I would never advocate sitting down and reading abusive messages from people who simply enjoy being offensive. I don’t mind contrarians (I am one from time to time) but they should always temper their contrarian nature with intelligence and compassion and a willingness to discuss.

And that’s why I hope people read the debate we’re having.

Because of where and when I was brought up many of the people I love and care about are also racist. They have been told (quite rightly) that it is wrong to be racist — but this, in and of itself, doesn’t make them less racist. It just pushes their racism underground. Public discourse is now heavily policed by a younger generation of people of all races and who, in the nicest possible way, are discussion light and knee-jerk heavy. This has the opposite effect to the one they want. It simply fuels and supercharges the racism that already exists in racists. It simultaneously allows those people brought up with more tolerant and liberal backgrounds to virtue signal and feel smug. In short… nothing changes. Occasionally everyone on twitter gets into an apology spiral.

Whilst I obviously don’t want anyone to sit and read torrents of abuse, and I appreciate your position — I feel that the discussions around racism can become very facile very quickly. Everyone is worried about causing offence, and so it becomes very hard to get to the truth of the matter.

Why are some of the people I love racists? They’re working class, they’re a closed community with limited options. They’re usually the people replaced by any immigrant population (regardless of colour or nationality). Their living standards go down when immigration happens — racism makes sense for them, it’s a simple knee-jerk response to a complex situation. Is it still wrong? Of course. Is it more nuanced than ‘all racists are evil’? Absolutely.

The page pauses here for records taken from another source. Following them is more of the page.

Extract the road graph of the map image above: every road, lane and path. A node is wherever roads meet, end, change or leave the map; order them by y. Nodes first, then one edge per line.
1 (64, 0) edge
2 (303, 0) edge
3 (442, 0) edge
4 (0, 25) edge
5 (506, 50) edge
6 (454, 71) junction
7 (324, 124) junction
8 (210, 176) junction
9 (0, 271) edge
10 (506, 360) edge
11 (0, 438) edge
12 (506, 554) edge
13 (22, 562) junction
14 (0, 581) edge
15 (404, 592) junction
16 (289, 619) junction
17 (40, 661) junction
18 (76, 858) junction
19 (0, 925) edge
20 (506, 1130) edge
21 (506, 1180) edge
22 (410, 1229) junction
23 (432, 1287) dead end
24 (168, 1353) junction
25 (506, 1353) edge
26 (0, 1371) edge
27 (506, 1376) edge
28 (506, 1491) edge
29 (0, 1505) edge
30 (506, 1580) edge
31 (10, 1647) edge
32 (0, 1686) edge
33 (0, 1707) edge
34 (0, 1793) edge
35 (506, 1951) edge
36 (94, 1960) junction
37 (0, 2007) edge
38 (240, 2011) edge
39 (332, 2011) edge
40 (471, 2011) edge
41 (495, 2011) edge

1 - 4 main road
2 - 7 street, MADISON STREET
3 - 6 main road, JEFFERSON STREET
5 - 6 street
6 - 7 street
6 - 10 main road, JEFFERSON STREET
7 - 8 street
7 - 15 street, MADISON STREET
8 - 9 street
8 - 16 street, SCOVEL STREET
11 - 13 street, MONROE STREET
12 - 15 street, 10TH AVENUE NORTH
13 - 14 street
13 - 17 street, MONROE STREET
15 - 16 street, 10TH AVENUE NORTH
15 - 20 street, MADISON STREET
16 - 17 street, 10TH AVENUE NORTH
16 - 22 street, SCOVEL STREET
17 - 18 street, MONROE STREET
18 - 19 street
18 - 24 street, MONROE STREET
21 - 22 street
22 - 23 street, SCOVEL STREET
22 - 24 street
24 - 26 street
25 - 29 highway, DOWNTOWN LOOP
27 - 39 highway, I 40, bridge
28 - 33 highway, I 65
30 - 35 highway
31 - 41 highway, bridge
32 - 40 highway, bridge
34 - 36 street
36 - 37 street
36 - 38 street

Is someone from the upper middle-class who went to private school and has three foreign holidays a year ever going to appreciate the world view of the working class racist? I doubt it.

Only when you unpick the complexities of the human condition and when you invite people into the discussion can you get any meaningful change on an interpersonal level. This isn’t happening and it won’t happen until people feel empowered to talk with honesty and without judgment. Nothing about the way race is discussed at the moment is encouraging this level of honesty. Every time we get close to a worthwhile discussion (think of the Liam Neeson debacle) it gets closed down in faux outrage and offence.

And that’s why I enjoyed your essay. I agree with you and disagree with you on so much. Nobody should be forced to listen to racists being racist just for the hell of it — but also, an understanding of the motivations, the psychology and the complexity of the lived experience can only aid social progress.

I guess that’s what I’d boil my arguments down to. Social progress and social justice are different. Social justice sometimes feels like social progress….but if it were, the world wouldn’t be polarising and becoming more divisive by the day. The fight for social justice seems progressive but in its naive simplicity “All X are bad” — it sows the seed for continual retrograde thinking.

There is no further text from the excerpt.